Entries shown.

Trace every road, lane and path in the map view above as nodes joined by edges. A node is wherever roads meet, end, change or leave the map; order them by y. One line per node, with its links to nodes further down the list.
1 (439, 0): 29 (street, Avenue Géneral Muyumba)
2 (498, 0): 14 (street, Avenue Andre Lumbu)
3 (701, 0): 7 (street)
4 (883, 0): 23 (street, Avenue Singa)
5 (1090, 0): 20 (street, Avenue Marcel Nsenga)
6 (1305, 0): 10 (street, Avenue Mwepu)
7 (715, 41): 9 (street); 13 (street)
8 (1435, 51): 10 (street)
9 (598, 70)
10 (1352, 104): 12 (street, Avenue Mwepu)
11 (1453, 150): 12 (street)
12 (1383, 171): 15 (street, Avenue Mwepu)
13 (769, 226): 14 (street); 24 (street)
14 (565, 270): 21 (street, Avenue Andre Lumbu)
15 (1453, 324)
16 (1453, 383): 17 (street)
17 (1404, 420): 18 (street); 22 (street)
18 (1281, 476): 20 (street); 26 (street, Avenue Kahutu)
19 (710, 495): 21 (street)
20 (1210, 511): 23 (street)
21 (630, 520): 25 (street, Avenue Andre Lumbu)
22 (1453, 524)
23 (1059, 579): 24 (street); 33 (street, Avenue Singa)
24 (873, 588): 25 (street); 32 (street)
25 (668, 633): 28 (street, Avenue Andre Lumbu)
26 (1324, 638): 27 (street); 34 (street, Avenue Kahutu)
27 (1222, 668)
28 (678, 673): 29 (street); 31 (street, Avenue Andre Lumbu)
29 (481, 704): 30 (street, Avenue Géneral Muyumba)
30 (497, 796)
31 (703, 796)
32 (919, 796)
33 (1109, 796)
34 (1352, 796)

Assignment. Every line containing the string "Singa" is required; copy each such line from the data.

Answer to the exercise.
4 (883, 0): 23 (street, Avenue Singa)
23 (1059, 579): 24 (street); 33 (street, Avenue Singa)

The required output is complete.